Oracle's acquisition of Sun Microsystems sent the company's sales organization into a tailspin.

Over the past year, "droves" of Oracle salespeople have fled the company.

We talked to about a half dozen employees in the past two months. Some came to Oracle from Sun. Some now work for Oracle resellers. Some are still there, hoping things gets better and fast.

For them, there is hope. On yesterday's earnings call, president Mark Hurd insisted that Oracle had now cleaned up its act saying the company had hired 500 new people in the past quarter and revamped sales territories. "Everybody has a boss, a comp plan and a territory," he said.

This better be true. Employees have told us a different story, one of executive greed, mismanagement and ugly scandals.

We reached out to Oracle to get an official counterpoint and Oracle refused comment.

Here's a quick run down of how Oracle's top execs made a mess of its hardware business.

Keith Block: The buck stopped with him.

Oracle's sales compensation plan got ugly after the company bought Sun. Several people we talked to blamed Keith Block.

Block was head of North American sales and was quietly ousted this week.

Software and hardware sales teams were not integrated. Software sales would often block hardware deals, too.

"My hardware solution might cost that software rep money in licensing and so that rep would be defensive and block me in the account from making that deal," one former hardware salesperson told us. Nevermind that the customer would actually spend more with Oracle as a result.

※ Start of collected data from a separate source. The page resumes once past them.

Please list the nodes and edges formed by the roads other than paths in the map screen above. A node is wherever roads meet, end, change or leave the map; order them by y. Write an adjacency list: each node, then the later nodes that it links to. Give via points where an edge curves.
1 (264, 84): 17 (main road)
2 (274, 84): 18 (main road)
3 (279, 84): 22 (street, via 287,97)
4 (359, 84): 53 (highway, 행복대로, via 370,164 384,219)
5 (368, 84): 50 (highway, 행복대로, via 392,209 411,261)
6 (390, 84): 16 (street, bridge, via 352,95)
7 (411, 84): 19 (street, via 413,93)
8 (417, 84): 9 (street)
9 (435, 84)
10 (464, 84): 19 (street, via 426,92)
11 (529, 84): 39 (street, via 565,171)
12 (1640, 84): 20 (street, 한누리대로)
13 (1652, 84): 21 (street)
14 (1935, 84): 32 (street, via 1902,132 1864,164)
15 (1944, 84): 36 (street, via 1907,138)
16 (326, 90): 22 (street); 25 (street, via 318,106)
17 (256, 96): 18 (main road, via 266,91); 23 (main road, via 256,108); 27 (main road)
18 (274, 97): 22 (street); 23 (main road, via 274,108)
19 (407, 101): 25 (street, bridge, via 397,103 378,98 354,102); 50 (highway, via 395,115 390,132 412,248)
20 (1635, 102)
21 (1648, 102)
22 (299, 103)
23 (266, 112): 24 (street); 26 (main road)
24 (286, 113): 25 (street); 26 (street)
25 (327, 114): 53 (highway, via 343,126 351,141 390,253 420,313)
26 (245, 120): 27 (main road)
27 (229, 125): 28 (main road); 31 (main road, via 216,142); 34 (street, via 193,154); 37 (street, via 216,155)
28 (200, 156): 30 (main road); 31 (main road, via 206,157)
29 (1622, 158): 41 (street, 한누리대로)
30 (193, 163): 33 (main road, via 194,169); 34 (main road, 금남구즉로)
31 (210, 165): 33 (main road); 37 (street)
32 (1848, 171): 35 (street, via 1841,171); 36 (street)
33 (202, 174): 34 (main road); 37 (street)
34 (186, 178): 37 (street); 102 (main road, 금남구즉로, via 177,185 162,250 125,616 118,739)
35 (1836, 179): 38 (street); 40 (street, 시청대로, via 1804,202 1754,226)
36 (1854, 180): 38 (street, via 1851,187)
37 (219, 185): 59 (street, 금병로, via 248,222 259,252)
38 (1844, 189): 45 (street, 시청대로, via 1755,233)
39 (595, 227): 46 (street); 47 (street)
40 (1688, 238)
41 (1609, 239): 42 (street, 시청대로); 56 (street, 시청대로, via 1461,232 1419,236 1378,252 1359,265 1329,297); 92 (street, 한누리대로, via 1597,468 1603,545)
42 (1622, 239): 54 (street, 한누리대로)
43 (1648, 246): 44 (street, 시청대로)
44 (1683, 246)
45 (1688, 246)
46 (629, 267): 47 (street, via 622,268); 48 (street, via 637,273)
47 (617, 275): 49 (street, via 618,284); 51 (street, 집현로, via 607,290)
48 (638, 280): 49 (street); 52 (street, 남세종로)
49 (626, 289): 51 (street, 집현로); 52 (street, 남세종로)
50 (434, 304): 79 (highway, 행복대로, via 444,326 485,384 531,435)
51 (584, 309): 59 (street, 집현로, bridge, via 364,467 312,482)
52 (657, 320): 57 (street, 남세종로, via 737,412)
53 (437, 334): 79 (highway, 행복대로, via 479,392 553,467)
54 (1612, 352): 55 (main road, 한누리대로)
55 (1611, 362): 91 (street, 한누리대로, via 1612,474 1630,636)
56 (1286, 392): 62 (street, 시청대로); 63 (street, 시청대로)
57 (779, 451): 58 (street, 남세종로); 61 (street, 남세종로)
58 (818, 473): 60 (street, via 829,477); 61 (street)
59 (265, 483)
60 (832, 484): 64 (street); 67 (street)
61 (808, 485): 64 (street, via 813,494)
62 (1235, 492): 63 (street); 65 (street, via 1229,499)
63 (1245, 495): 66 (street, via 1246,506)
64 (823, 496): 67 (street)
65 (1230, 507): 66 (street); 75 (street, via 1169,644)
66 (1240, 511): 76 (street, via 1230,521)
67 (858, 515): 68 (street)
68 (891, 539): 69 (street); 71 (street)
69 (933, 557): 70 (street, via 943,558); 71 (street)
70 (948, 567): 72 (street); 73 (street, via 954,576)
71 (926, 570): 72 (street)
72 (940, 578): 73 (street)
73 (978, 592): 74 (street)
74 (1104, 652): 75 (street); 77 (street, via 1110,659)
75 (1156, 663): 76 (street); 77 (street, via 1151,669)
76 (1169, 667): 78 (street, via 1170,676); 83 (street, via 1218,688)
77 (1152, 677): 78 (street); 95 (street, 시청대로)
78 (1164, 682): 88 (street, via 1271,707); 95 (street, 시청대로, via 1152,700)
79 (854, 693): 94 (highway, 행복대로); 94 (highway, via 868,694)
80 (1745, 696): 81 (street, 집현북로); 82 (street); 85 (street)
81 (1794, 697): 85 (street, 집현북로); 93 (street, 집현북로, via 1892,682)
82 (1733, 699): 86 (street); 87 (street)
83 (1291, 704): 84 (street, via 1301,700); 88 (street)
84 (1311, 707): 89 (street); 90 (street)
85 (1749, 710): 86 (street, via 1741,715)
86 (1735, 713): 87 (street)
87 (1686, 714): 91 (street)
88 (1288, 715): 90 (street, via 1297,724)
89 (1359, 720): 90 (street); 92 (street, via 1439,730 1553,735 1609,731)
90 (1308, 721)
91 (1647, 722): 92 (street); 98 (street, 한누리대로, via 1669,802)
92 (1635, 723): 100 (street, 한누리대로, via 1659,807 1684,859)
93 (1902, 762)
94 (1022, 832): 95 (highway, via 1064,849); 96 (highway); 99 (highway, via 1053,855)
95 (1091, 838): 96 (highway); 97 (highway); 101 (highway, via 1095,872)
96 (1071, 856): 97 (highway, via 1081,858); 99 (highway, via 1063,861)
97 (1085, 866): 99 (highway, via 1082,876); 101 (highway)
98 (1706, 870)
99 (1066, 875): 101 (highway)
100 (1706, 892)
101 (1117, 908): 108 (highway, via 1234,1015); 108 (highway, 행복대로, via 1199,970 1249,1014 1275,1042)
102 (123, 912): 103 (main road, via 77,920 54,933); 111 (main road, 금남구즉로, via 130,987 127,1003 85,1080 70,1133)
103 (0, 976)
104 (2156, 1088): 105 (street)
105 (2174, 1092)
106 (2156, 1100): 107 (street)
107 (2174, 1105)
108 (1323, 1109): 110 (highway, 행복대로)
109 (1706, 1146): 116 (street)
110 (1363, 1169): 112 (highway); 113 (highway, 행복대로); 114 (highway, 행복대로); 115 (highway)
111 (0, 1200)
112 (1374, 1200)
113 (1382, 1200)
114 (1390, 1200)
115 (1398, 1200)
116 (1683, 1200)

The company also made other bad decisions, like killing a popular "bronze-level" service contract and insisting customers buy service plans when they bought new hardware, we were told.

"Oracle had some of the worst sales leadership I ever worked for. Hardware sales leadership had no voice in the organization. They got ran over. Oracle software reps did what they wanted to do."



Mark Hurd, trouble and more trouble.

Employees we talked to had nothing good to say about No. 2 man, Oracle president Mark Hurd.

"Mark Hurd isn't a counter balance [to Larry Ellison]. He's like gas on the fire," one former sales person told us. "The sales engineering machine is almost broke, even though Oracle is still doing huge deals and its business is thriving. It's the Oracle brand that is able to drive that. I don't know how sustainable that is, but something has got to give."

Another said that Hurd wasn't really dangerous, he was inconsequential. "Mark Hurd is nothing more than a figure head at the company.  He has no power or influence and is mocked on almost a daily basis."



CFO Safra Catz: Obsession and greed.

One employee we talked to blamed Oracle CFO Safra Catz "and her obsession with Oracle margins."

This year Catz instituted a plan that "over assigns" quotas and bonuses, one employee said. So, to get their full bonus, sales consultants had to overachieve by 10%. This effectively cut their pay by about $30,000 apiece, this employee said

"Given that the majority of sales consultants have not had a raise in base salary in a decade or more and now are asked to take a $30,000 pay cut, I think you can see why they would head for the door."

Oracle also boosted sales quotes to "impossible" levels before they could get paid at higher rates which meant many salespeople were cut by $100,000 or more," the employee said.

"The issue at Oracle is not lack of leadership. It is simply executive greed. If you want to blame the right person, blame Safra," this person told us.